[Supplied material]
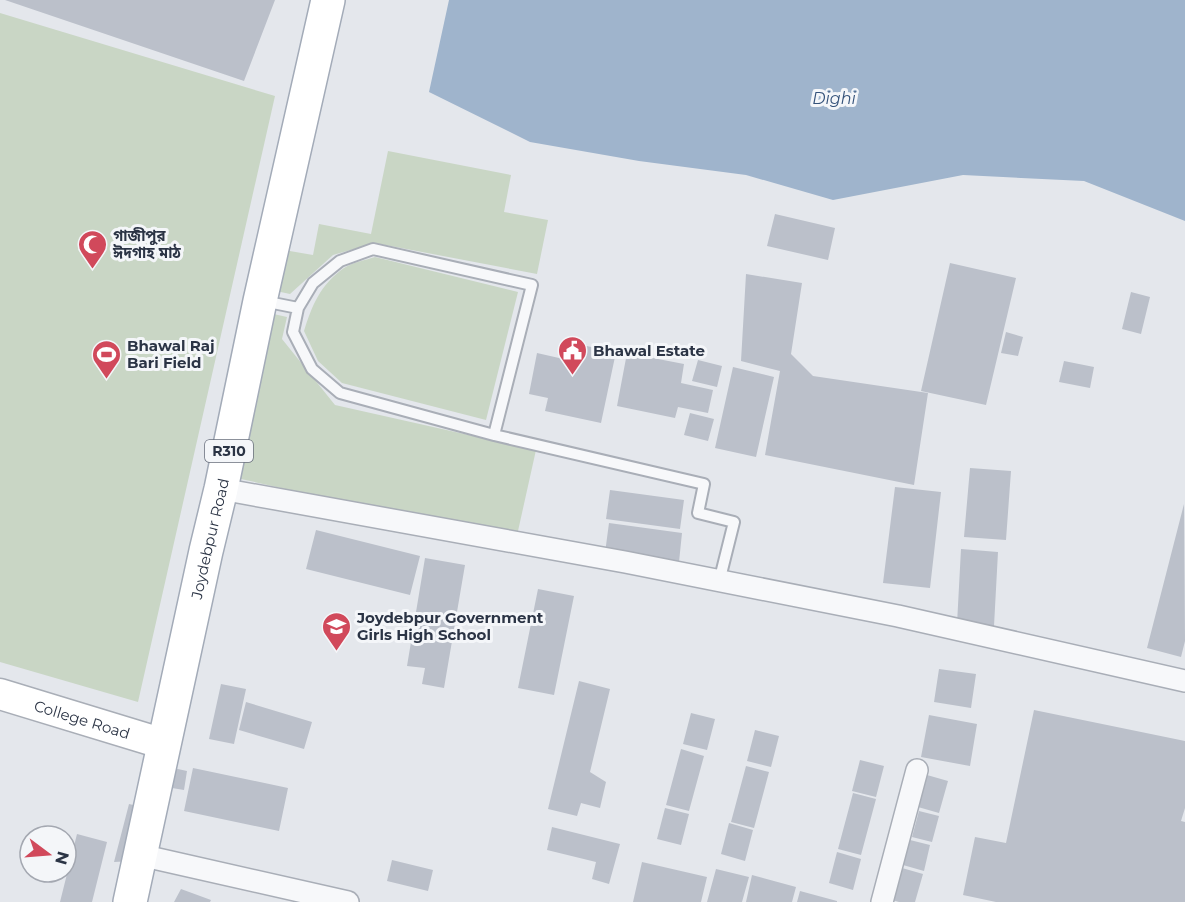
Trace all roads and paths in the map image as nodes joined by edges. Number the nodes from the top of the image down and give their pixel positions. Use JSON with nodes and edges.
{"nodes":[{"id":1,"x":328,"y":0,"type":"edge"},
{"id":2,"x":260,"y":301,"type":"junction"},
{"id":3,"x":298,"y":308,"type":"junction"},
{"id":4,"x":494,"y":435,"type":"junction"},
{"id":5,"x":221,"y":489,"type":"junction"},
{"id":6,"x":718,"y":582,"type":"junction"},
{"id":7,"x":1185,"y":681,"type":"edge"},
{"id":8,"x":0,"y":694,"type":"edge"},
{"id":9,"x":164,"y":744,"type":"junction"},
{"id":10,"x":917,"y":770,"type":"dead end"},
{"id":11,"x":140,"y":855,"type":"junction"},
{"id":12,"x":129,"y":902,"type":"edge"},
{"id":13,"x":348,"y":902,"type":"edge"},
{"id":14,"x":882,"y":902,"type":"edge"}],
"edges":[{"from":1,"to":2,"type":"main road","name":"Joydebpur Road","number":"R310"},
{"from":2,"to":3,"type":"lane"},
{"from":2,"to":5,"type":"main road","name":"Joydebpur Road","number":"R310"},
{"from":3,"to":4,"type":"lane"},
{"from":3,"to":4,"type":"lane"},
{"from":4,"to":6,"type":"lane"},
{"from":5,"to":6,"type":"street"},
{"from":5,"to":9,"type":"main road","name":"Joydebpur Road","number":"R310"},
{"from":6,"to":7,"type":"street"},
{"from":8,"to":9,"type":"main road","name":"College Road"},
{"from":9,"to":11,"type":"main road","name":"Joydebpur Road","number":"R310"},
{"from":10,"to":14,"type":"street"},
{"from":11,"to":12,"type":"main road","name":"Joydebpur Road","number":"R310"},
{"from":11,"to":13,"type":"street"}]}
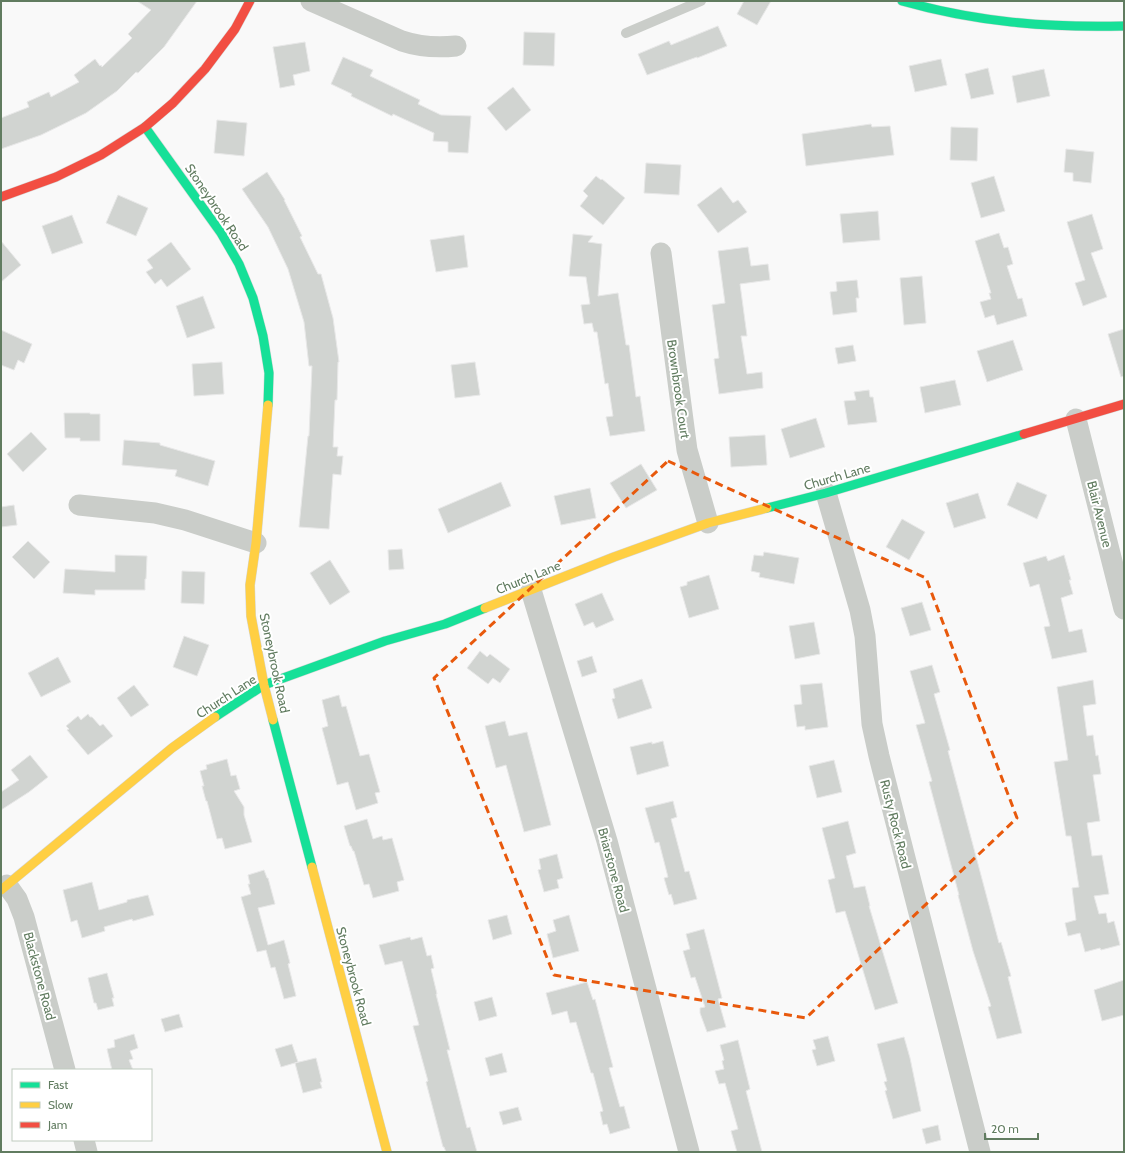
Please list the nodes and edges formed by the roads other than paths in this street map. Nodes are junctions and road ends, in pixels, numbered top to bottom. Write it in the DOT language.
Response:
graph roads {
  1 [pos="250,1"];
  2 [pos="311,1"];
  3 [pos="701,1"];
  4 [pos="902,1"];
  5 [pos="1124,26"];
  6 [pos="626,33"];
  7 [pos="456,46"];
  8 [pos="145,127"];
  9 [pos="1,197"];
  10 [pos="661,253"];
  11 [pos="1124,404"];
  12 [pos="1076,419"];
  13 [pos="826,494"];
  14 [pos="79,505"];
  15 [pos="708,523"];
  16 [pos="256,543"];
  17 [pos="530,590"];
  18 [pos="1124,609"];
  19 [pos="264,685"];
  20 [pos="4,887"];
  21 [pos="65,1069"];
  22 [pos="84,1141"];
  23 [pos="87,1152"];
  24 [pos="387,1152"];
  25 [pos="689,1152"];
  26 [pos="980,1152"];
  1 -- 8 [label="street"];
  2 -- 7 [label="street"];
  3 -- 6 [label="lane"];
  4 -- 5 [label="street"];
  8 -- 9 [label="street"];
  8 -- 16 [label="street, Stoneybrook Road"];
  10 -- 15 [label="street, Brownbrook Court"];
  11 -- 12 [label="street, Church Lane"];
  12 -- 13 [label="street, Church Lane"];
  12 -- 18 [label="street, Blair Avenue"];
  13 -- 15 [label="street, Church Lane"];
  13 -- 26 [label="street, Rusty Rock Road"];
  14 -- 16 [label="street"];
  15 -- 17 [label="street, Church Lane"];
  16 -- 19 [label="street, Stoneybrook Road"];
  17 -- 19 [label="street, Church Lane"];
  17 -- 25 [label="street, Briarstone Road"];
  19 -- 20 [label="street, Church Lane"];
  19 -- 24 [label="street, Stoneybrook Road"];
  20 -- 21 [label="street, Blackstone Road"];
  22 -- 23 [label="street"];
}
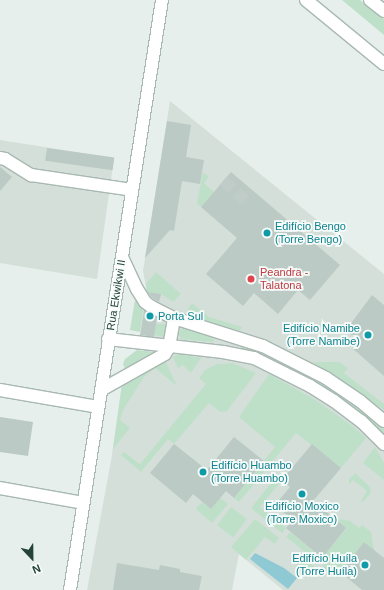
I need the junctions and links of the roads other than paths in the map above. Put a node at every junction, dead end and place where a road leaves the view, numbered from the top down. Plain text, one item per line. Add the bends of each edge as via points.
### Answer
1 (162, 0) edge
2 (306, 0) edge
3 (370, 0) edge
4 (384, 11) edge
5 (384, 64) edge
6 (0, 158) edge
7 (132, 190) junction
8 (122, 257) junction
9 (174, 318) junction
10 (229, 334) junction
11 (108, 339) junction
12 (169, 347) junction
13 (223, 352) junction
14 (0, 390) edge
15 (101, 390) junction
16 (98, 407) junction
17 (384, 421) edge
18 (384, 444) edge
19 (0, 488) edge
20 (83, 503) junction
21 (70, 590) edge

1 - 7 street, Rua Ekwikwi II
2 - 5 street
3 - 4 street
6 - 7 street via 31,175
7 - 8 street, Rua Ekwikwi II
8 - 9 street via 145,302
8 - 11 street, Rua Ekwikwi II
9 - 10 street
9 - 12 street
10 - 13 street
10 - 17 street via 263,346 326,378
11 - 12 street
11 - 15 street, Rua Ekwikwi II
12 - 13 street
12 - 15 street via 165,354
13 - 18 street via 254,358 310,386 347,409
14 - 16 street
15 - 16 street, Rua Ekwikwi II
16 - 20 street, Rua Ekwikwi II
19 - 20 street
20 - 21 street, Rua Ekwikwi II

[What you are asked to do] Transcribe every line in the entries above, taking out only the images.

[The answer]
Trace all roads and paths in the map image as nodes joined by edges. Number the nodes from the top of the image down and give their pixel positions. Use JSON with nodes and edges.
{"nodes":[{"id":1,"x":328,"y":0,"type":"edge"},
{"id":2,"x":260,"y":301,"type":"junction"},
{"id":3,"x":298,"y":308,"type":"junction"},
{"id":4,"x":494,"y":435,"type":"junction"},
{"id":5,"x":221,"y":489,"type":"junction"},
{"id":6,"x":718,"y":582,"type":"junction"},
{"id":7,"x":1185,"y":681,"type":"edge"},
{"id":8,"x":0,"y":694,"type":"edge"},
{"id":9,"x":164,"y":744,"type":"junction"},
{"id":10,"x":917,"y":770,"type":"dead end"},
{"id":11,"x":140,"y":855,"type":"junction"},
{"id":12,"x":129,"y":902,"type":"edge"},
{"id":13,"x":348,"y":902,"type":"edge"},
{"id":14,"x":882,"y":902,"type":"edge"}],
"edges":[{"from":1,"to":2,"type":"main road","name":"Joydebpur Road","number":"R310"},
{"from":2,"to":3,"type":"lane"},
{"from":2,"to":5,"type":"main road","name":"Joydebpur Road","number":"R310"},
{"from":3,"to":4,"type":"lane"},
{"from":3,"to":4,"type":"lane"},
{"from":4,"to":6,"type":"lane"},
{"from":5,"to":6,"type":"street"},
{"from":5,"to":9,"type":"main road","name":"Joydebpur Road","number":"R310"},
{"from":6,"to":7,"type":"street"},
{"from":8,"to":9,"type":"main road","name":"College Road"},
{"from":9,"to":11,"type":"main road","name":"Joydebpur Road","number":"R310"},
{"from":10,"to":14,"type":"street"},
{"from":11,"to":12,"type":"main road","name":"Joydebpur Road","number":"R310"},
{"from":11,"to":13,"type":"street"}]}
Please list the nodes and edges formed by the roads other than paths in this street map. Nodes are junctions and road ends, in pixels, numbered top to bottom. Write it in the DOT language.
Response:
graph roads {
  1 [pos="250,1"];
  2 [pos="311,1"];
  3 [pos="701,1"];
  4 [pos="902,1"];
  5 [pos="1124,26"];
  6 [pos="626,33"];
  7 [pos="456,46"];
  8 [pos="145,127"];
  9 [pos="1,197"];
  10 [pos="661,253"];
  11 [pos="1124,404"];
  12 [pos="1076,419"];
  13 [pos="826,494"];
  14 [pos="79,505"];
  15 [pos="708,523"];
  16 [pos="256,543"];
  17 [pos="530,590"];
  18 [pos="1124,609"];
  19 [pos="264,685"];
  20 [pos="4,887"];
  21 [pos="65,1069"];
  22 [pos="84,1141"];
  23 [pos="87,1152"];
  24 [pos="387,1152"];
  25 [pos="689,1152"];
  26 [pos="980,1152"];
  1 -- 8 [label="street"];
  2 -- 7 [label="street"];
  3 -- 6 [label="lane"];
  4 -- 5 [label="street"];
  8 -- 9 [label="street"];
  8 -- 16 [label="street, Stoneybrook Road"];
  10 -- 15 [label="street, Brownbrook Court"];
  11 -- 12 [label="street, Church Lane"];
  12 -- 13 [label="street, Church Lane"];
  12 -- 18 [label="street, Blair Avenue"];
  13 -- 15 [label="street, Church Lane"];
  13 -- 26 [label="street, Rusty Rock Road"];
  14 -- 16 [label="street"];
  15 -- 17 [label="street, Church Lane"];
  16 -- 19 [label="street, Stoneybrook Road"];
  17 -- 19 [label="street, Church Lane"];
  17 -- 25 [label="street, Briarstone Road"];
  19 -- 20 [label="street, Church Lane"];
  19 -- 24 [label="street, Stoneybrook Road"];
  20 -- 21 [label="street, Blackstone Road"];
  22 -- 23 [label="street"];
}
I need the junctions and links of the roads other than paths in the map above. Put a node at every junction, dead end and place where a road leaves the view, numbered from the top down. Plain text, one item per line. Add the bends of each edge as via points.
### Answer
1 (162, 0) edge
2 (306, 0) edge
3 (370, 0) edge
4 (384, 11) edge
5 (384, 64) edge
6 (0, 158) edge
7 (132, 190) junction
8 (122, 257) junction
9 (174, 318) junction
10 (229, 334) junction
11 (108, 339) junction
12 (169, 347) junction
13 (223, 352) junction
14 (0, 390) edge
15 (101, 390) junction
16 (98, 407) junction
17 (384, 421) edge
18 (384, 444) edge
19 (0, 488) edge
20 (83, 503) junction
21 (70, 590) edge

1 - 7 street, Rua Ekwikwi II
2 - 5 street
3 - 4 street
6 - 7 street via 31,175
7 - 8 street, Rua Ekwikwi II
8 - 9 street via 145,302
8 - 11 street, Rua Ekwikwi II
9 - 10 street
9 - 12 street
10 - 13 street
10 - 17 street via 263,346 326,378
11 - 12 street
11 - 15 street, Rua Ekwikwi II
12 - 13 street
12 - 15 street via 165,354
13 - 18 street via 254,358 310,386 347,409
14 - 16 street
15 - 16 street, Rua Ekwikwi II
16 - 20 street, Rua Ekwikwi II
19 - 20 street
20 - 21 street, Rua Ekwikwi II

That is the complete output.